Stripe is PCI-DSS Level 1 certified. Their security practices are documented at stripe.com/docs/security.
5. Encryption
- In transit. All traffic between your browser, our application, and our infrastructure providers uses TLS 1.2 or higher.
- At rest. Database storage and backups are encrypted at rest by our infrastructure providers using AES-256.
- Secrets. API keys (Plaid, Stripe, Anthropic, Resend, etc.) are stored as encrypted environment variables on our Edge Function runtime, not in source code or client bundles.
6. Infrastructure
| Provider | Role |
|---|---|
| Supabase | Postgres database, authentication, Edge Functions, file storage |
| Vercel | Application hosting and content delivery |
| Plaid | Bank account connectivity |
| Stripe | Payment processing |
| Resend | Transactional email delivery |
| Anthropic | AI features (Claude API) |
Our infrastructure providers are widely used by financial software companies and maintain independent security certifications (SOC 2, PCI-DSS, and equivalent) appropriate to their role. We do not host any production infrastructure on our own machines.
7. Access controls
- Production access is limited to authorized personnel only and requires multi-factor authentication.
- Production database queries go through audited tooling; ad-hoc access is restricted.
- Our application code is reviewed before deployment.
- API keys and secrets are rotated when staff or scope changes warrant it, and at minimum annually.
8. Application security
- Input is validated server-side; we do not trust client-supplied user IDs.
- Authentication tokens (JWTs) are verified on every privileged operation; the user ID used for authorization comes from the verified token, never from the request body.
- Cross-Origin Resource Sharing (CORS) is configured per endpoint.
- Dependencies are kept current; we monitor for known vulnerabilities.
- Plaid and Stripe webhooks are verified using signed payload signatures before being processed.
9. Logging and monitoring
We log application errors, authentication events, and webhook activity. Logs are retained for an appropriate period to support debugging and incident response. We do not log bank account credentials, payment card numbers, or full access tokens.
10. Backups and disaster recovery
Our database is backed up continuously by our infrastructure provider with point-in-time recovery. Backups are encrypted and stored in geographically separate regions.
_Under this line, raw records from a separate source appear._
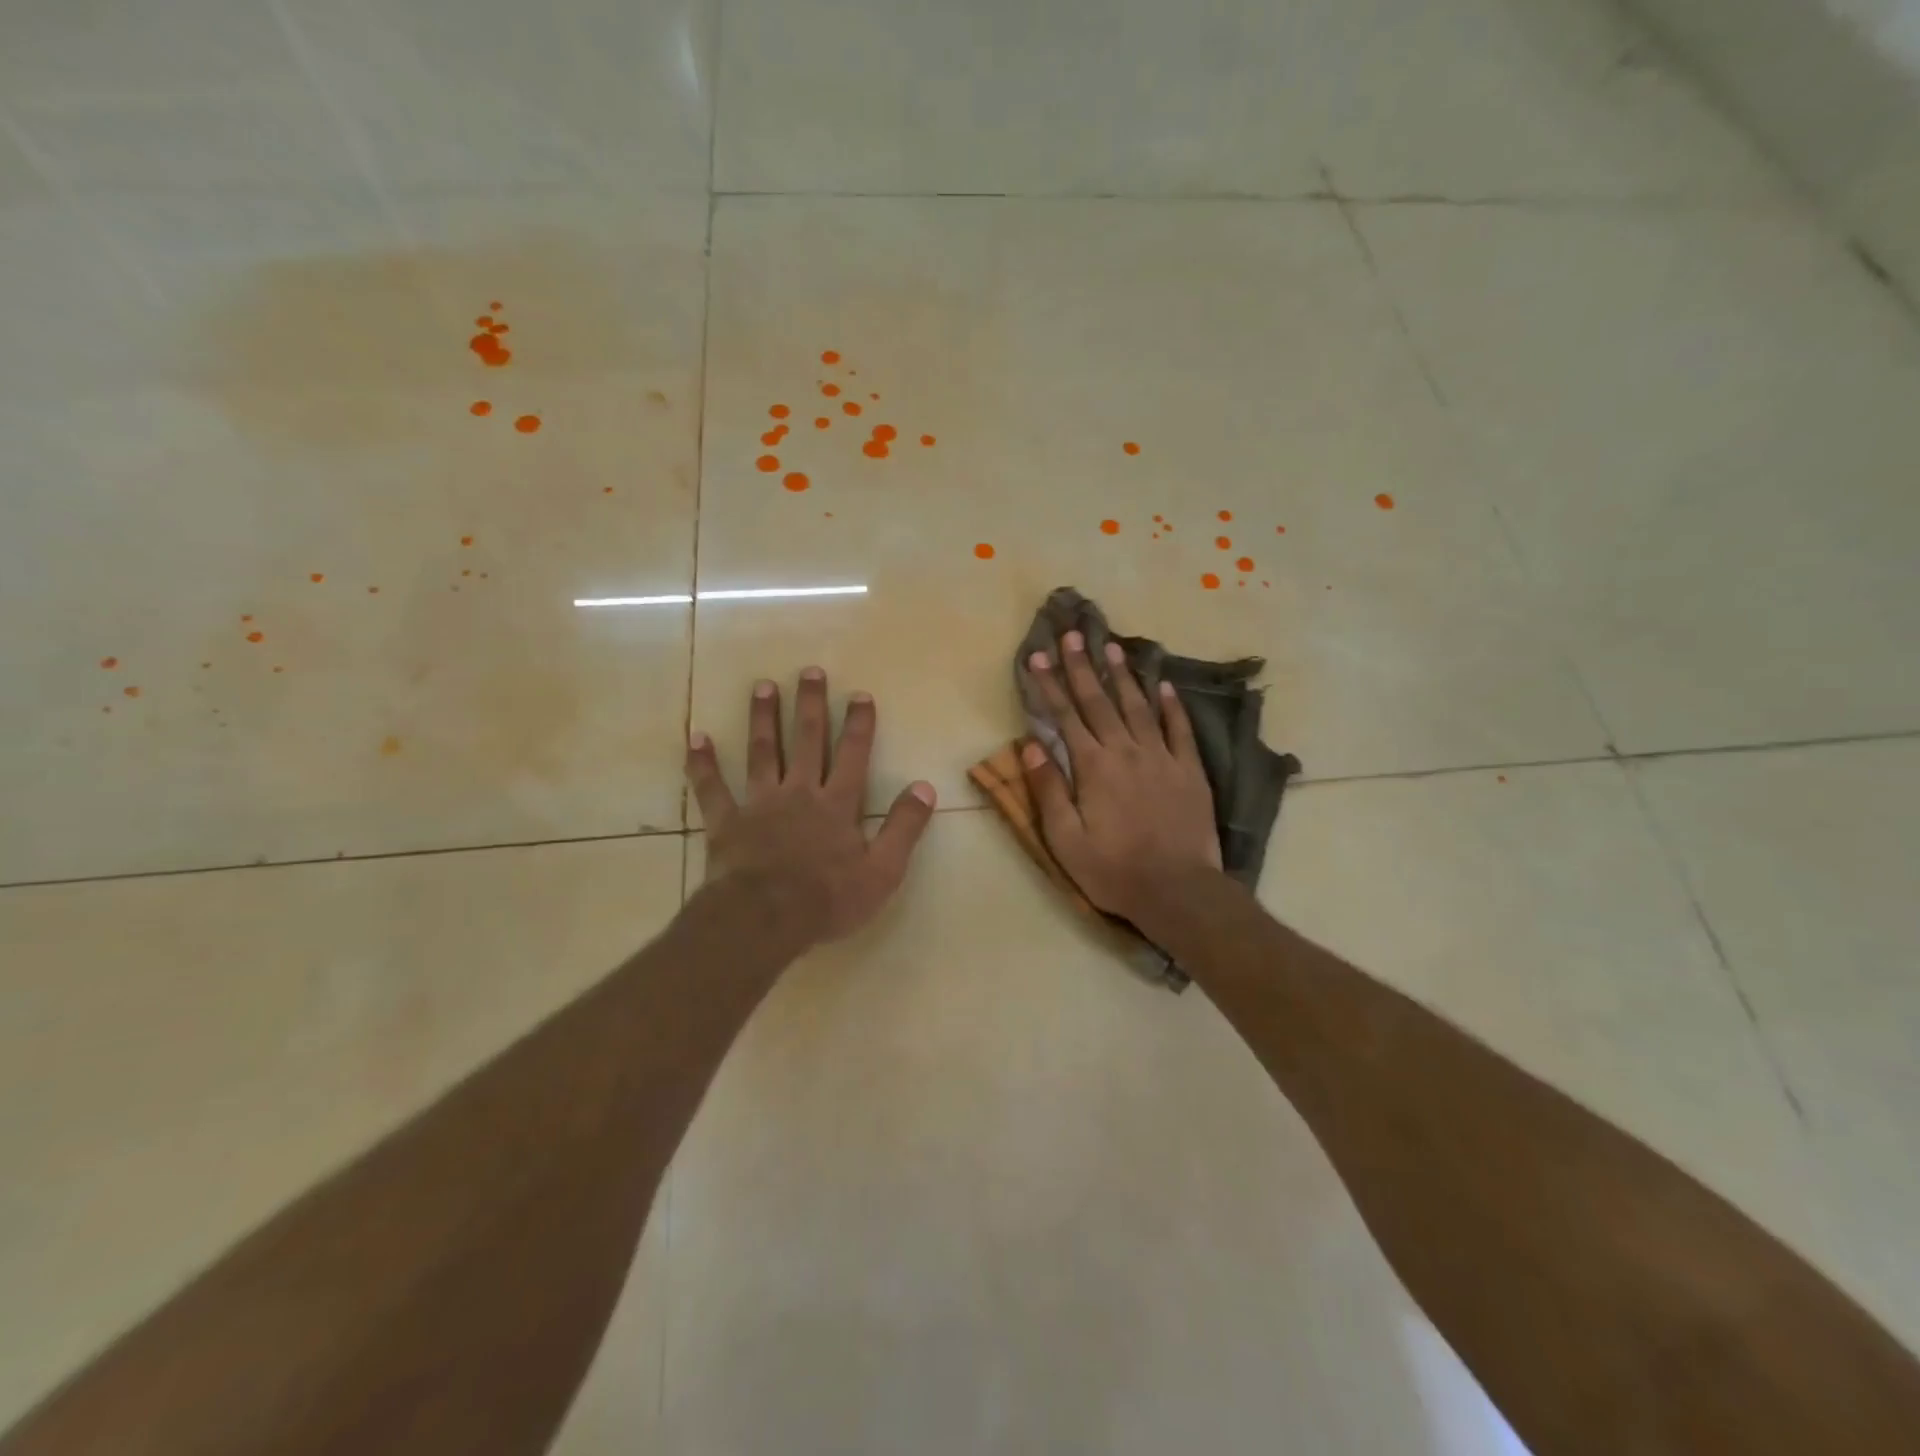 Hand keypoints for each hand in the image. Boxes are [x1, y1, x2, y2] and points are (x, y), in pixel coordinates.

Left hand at [686, 669, 936, 948]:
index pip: (852, 755)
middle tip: (809, 671)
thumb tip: (925, 787)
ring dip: (762, 718)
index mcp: (837, 805)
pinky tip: (696, 738)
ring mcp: (759, 805)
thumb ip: (904, 827)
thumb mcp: (882, 871)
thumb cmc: (827, 899)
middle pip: (806, 741)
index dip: (859, 724)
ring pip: (762, 752)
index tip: (860, 694)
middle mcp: (798, 793)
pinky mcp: (727, 823)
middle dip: (810, 705)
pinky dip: (703, 764)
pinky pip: (712, 789)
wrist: (765, 919)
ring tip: (762, 686)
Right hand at [1021, 631, 1222, 923]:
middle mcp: (1126, 751)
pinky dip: (1171, 705)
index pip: (1065, 716)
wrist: (1178, 891)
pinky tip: (1164, 685)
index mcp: (1093, 767)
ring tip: (1112, 646)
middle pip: (1099, 701)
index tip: (1039, 656)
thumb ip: (1048, 789)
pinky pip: (1179, 729)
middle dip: (1082, 667)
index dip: (1050, 685)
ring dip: (1123, 675)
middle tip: (1073, 635)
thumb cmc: (1113, 870)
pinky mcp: (1189, 770)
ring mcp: (1162, 757)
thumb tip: (1030, 744)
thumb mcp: (1065, 839)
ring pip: (1139, 706) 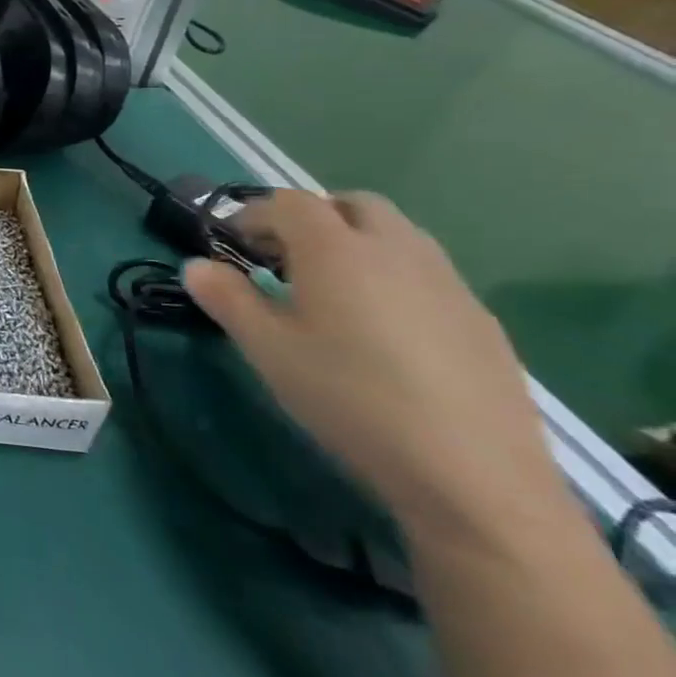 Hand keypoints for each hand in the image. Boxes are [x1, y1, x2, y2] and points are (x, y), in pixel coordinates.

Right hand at [181, 190, 558, 540]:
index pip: (288, 202)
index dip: (252, 215)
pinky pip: (425, 272)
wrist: (471, 473)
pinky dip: (390, 276)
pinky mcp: (479, 319)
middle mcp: (395, 249)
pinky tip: (379, 331)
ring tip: (327, 292)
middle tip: (280, 259)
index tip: (230, 246)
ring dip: (354, 243)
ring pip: (395, 235)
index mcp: (336, 249)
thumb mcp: (266, 349)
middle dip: (310, 218)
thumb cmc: (348, 397)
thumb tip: (196, 265)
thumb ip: (226, 298)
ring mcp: (447, 282)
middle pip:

We regularly verify that recovery from backup works.
11. Incident response
If we discover a security incident that affects user data, we will:
- Investigate scope and impact
- Take steps to contain and remediate
- Notify affected users without undue delay and, where required, within 72 hours of confirmation
- Notify regulators where required by applicable law
- Publish a post-incident summary when appropriate
12. Responsible disclosure
If you find a security vulnerability in Flush, please report it to jason@halo.ceo. We commit to:
- Acknowledging your report within 3 business days
- Investigating and providing a status update within 14 days
- Not pursuing legal action against good-faith researchers who follow this policy
- Crediting reporters (if desired) in our security advisories
Please give us a reasonable amount of time to remediate before public disclosure. Do not access, modify, or delete data belonging to other users in the course of testing.
13. Compliance posture
Flush is an early-stage product. We rely on the SOC 2-compliant infrastructure of our providers (Supabase, Vercel, Stripe, Plaid) and follow security best practices in the application layer above them. We are not yet independently SOC 2 certified. As Flush grows, we will pursue independent attestation appropriate to the customers we serve.
Privacy-related compliance (GDPR, CCPA) is described in our Privacy Policy.